■ **The problem**
State how many lines in the entries below include the string "Kawe", and give nothing beyond that number.
----
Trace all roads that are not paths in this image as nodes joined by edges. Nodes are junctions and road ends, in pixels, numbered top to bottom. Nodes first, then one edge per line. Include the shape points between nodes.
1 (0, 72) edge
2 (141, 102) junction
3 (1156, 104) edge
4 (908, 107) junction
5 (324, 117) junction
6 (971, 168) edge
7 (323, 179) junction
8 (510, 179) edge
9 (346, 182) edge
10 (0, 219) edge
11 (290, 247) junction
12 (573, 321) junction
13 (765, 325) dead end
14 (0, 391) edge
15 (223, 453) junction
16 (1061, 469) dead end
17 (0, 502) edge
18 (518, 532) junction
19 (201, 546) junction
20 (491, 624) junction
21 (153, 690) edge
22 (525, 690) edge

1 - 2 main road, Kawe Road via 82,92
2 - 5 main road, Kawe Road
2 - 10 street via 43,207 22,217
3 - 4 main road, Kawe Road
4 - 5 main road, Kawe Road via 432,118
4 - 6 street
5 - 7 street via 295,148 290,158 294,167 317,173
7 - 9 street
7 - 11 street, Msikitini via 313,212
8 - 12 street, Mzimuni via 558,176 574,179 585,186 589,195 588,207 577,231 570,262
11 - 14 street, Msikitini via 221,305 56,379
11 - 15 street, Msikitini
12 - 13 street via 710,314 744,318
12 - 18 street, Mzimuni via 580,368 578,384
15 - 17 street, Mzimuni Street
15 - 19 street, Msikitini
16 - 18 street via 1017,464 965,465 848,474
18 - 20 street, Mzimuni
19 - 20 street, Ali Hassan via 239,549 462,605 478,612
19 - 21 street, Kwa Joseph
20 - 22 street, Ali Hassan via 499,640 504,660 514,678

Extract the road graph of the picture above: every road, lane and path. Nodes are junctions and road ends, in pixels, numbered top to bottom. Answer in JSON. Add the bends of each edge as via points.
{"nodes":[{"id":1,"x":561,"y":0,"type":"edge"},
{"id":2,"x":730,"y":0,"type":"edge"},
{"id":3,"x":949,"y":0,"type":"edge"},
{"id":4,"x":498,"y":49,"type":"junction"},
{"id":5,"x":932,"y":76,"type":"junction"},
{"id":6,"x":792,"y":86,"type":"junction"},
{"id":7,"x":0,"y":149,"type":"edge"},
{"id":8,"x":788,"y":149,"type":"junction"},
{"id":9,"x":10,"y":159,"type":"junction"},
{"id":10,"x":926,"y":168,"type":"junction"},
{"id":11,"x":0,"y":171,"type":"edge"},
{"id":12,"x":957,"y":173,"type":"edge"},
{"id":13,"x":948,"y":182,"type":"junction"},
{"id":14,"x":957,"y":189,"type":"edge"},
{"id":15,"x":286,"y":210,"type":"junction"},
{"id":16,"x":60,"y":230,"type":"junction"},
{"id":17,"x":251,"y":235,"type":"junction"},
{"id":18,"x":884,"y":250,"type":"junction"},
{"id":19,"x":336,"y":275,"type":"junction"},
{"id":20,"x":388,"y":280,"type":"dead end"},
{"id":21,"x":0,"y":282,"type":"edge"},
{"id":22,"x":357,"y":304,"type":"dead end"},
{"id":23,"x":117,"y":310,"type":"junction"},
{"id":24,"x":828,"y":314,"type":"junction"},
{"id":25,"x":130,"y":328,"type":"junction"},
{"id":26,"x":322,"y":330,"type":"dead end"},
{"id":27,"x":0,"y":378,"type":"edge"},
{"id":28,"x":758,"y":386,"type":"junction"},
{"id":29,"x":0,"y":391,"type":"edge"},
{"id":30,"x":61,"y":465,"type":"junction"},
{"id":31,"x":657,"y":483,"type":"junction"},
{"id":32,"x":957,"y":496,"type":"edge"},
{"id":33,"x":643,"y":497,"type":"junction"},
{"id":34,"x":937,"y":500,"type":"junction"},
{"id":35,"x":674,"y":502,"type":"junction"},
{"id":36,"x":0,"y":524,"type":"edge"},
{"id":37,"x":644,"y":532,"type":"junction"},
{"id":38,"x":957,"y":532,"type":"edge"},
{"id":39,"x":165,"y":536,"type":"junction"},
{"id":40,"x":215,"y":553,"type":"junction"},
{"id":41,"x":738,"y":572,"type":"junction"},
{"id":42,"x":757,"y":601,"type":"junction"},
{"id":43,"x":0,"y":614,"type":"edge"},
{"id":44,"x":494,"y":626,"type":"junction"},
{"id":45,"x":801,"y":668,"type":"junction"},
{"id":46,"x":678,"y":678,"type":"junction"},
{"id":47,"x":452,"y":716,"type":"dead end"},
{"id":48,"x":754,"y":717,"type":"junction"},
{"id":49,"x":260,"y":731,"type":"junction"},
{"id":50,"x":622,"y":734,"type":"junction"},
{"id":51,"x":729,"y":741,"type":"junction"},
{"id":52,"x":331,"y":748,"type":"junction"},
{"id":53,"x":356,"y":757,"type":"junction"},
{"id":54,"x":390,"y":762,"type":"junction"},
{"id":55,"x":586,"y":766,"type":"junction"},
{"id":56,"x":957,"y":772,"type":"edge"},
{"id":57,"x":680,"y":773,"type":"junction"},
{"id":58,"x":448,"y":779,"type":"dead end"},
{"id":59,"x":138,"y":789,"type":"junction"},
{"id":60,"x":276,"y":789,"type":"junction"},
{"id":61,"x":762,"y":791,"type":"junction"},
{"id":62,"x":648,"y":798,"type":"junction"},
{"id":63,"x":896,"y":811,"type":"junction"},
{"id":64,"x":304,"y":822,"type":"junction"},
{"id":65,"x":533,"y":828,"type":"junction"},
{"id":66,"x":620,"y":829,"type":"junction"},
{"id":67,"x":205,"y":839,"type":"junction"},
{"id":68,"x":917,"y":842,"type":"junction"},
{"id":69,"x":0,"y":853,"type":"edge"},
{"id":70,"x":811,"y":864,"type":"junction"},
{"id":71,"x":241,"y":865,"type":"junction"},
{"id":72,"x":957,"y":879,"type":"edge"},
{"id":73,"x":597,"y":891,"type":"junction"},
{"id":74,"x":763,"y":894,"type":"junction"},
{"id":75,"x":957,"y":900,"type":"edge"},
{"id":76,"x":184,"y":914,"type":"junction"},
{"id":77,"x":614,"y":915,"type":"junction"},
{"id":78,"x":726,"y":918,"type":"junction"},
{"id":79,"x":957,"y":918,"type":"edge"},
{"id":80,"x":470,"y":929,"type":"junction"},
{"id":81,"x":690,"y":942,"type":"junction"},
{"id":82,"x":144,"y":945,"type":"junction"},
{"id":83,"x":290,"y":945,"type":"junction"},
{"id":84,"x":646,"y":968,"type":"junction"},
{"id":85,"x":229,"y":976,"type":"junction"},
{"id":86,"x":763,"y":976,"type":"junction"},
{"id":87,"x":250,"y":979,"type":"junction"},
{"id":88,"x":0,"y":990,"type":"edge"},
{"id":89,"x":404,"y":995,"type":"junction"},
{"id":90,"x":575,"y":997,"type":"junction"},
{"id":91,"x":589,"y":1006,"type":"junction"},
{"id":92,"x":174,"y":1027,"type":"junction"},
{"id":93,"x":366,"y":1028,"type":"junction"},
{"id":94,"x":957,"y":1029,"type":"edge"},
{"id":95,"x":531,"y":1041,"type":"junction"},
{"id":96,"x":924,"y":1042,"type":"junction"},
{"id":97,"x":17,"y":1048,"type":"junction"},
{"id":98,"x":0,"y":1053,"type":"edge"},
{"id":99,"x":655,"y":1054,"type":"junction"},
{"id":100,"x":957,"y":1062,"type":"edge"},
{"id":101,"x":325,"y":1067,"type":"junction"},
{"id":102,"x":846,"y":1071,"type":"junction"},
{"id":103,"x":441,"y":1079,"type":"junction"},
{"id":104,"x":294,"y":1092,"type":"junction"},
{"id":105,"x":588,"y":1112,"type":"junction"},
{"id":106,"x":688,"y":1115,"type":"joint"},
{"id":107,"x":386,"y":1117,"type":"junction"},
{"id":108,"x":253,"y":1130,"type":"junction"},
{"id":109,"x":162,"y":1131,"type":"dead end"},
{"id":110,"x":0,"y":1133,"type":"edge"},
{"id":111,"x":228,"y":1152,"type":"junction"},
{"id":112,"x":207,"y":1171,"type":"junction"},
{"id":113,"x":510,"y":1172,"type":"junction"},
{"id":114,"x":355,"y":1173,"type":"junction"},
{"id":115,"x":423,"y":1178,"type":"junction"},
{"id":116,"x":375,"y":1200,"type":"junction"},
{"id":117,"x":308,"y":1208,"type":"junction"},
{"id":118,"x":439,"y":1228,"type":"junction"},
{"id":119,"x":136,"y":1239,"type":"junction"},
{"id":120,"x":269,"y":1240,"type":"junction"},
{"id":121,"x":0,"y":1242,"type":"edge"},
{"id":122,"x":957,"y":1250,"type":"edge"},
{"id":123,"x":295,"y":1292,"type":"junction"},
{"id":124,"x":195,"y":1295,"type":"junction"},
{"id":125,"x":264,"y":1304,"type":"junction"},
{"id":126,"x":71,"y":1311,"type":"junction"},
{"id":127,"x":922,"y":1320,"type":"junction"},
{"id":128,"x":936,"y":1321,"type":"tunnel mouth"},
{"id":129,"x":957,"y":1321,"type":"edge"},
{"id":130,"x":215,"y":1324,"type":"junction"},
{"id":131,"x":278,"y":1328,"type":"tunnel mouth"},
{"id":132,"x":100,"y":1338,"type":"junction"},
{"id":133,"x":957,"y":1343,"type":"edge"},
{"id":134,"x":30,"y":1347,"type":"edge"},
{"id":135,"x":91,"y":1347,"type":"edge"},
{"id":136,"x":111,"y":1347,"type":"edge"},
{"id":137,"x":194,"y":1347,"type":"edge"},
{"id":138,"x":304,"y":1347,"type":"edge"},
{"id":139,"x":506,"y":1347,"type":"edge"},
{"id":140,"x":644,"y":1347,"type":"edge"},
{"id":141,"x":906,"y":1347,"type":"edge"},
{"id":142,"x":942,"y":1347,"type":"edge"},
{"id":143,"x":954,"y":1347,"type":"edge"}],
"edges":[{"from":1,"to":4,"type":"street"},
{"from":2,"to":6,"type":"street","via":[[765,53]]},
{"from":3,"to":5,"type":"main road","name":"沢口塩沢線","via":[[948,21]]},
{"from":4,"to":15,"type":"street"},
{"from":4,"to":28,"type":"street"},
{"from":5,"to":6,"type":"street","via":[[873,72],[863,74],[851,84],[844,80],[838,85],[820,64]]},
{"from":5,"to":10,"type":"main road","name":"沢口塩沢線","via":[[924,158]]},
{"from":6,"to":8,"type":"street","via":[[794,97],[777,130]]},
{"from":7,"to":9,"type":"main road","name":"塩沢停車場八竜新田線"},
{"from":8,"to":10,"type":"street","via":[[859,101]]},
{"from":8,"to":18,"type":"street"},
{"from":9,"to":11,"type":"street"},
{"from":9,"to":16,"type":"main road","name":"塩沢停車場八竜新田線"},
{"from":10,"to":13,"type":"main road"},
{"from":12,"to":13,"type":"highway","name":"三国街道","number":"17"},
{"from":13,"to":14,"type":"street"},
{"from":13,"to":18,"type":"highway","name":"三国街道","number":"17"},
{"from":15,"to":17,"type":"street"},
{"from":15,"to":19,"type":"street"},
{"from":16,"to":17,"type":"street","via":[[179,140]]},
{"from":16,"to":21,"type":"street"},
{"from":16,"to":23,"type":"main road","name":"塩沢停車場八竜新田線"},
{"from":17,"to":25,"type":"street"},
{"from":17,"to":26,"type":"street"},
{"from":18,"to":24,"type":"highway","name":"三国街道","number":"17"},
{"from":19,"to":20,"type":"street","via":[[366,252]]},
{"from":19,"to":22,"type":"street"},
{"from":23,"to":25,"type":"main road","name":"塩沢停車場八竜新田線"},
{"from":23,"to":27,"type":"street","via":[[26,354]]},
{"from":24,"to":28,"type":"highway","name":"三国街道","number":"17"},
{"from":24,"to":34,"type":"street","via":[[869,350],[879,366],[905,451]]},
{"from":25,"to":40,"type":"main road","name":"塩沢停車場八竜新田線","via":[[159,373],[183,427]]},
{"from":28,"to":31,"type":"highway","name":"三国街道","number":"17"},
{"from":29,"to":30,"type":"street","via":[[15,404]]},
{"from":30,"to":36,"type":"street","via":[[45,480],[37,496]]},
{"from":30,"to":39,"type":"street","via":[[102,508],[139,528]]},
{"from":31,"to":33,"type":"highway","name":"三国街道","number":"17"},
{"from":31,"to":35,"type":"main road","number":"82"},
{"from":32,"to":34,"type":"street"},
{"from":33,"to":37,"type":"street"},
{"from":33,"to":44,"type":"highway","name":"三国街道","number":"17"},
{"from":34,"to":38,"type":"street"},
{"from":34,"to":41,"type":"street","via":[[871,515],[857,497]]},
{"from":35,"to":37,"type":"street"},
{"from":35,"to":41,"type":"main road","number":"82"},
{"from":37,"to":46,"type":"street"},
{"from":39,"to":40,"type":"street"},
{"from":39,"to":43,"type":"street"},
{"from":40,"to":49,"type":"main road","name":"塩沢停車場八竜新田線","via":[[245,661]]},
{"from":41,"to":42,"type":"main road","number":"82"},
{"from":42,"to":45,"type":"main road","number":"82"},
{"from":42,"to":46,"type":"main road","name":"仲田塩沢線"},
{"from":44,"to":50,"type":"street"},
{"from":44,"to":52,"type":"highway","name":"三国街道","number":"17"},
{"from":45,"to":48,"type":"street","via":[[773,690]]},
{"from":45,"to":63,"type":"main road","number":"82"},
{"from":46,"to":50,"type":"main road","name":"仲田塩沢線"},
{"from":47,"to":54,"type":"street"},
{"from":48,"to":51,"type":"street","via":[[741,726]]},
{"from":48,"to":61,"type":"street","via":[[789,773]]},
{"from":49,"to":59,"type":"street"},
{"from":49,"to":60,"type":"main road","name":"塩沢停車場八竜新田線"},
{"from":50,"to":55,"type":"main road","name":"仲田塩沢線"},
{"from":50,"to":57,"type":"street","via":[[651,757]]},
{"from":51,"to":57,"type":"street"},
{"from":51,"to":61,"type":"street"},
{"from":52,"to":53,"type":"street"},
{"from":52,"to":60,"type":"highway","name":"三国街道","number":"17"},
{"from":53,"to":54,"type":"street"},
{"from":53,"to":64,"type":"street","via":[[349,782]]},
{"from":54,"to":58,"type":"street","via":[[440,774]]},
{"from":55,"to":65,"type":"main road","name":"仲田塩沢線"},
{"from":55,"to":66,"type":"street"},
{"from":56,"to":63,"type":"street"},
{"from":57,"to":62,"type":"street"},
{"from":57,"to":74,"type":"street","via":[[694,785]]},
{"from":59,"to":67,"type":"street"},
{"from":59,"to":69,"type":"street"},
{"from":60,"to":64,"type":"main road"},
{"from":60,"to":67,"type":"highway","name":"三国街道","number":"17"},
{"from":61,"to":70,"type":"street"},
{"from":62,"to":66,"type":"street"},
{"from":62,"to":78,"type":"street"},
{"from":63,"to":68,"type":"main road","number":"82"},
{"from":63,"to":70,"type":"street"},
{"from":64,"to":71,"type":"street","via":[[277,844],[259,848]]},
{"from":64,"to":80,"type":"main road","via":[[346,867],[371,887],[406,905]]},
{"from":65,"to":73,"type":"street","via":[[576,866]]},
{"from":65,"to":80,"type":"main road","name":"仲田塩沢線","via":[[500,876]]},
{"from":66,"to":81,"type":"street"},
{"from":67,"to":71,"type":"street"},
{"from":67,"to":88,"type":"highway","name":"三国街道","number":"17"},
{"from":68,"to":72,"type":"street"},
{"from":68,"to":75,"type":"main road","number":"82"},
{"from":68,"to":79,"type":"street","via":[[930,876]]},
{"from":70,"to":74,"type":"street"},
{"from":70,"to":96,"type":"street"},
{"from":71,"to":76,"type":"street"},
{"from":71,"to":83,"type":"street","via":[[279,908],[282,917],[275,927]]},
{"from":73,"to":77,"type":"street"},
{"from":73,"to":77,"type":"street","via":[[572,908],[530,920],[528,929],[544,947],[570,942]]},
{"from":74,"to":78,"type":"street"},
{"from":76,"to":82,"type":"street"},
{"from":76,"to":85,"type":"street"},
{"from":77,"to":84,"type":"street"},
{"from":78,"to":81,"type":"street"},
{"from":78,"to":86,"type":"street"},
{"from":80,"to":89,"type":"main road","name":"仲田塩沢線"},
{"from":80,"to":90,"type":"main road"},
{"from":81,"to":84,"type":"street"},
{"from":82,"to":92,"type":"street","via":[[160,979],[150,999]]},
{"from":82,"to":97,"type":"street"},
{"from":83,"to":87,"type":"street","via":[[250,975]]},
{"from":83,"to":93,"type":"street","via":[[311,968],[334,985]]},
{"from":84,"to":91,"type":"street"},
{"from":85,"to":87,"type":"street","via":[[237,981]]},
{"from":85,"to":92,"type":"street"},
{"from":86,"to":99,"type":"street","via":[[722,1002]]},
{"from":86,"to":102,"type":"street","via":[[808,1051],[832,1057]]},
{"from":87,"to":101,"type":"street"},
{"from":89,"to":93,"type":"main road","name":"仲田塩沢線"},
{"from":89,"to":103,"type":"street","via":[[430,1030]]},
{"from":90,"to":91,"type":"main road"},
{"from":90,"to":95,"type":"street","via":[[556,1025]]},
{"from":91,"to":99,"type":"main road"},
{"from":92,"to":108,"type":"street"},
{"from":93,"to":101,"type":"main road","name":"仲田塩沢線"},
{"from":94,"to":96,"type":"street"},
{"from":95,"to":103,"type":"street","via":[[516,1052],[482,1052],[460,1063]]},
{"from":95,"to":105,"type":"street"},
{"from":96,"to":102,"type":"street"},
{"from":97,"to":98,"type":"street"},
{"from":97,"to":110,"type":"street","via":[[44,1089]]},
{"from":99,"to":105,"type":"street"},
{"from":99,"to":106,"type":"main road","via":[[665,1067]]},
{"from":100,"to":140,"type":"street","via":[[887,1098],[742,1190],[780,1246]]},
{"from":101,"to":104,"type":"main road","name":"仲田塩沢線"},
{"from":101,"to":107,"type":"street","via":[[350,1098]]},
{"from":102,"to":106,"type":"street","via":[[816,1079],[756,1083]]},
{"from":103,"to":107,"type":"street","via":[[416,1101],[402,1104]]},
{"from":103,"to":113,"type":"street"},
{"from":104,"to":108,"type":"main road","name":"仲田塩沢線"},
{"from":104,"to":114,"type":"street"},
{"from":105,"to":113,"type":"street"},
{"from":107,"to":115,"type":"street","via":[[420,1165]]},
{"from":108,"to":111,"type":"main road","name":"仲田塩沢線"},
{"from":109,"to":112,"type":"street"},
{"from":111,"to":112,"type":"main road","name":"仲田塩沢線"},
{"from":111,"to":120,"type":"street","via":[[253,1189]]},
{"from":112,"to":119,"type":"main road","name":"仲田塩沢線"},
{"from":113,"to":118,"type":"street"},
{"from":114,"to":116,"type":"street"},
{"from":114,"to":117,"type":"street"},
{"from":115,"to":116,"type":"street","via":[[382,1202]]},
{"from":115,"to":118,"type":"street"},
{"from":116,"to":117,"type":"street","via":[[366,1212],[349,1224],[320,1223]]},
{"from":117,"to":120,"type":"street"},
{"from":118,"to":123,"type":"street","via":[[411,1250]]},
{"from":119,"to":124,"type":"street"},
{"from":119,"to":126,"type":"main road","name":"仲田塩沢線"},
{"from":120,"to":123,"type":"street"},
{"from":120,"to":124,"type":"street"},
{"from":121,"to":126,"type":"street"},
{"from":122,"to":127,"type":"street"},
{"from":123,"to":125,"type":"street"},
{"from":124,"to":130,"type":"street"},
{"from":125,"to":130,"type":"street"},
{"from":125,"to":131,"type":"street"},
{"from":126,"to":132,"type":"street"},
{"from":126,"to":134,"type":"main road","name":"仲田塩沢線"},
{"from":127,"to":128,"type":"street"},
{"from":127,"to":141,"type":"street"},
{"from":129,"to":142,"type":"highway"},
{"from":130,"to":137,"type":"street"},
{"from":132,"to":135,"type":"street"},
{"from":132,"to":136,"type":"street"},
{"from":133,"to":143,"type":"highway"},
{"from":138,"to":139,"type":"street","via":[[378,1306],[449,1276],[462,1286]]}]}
----
■ **Problem solution**
4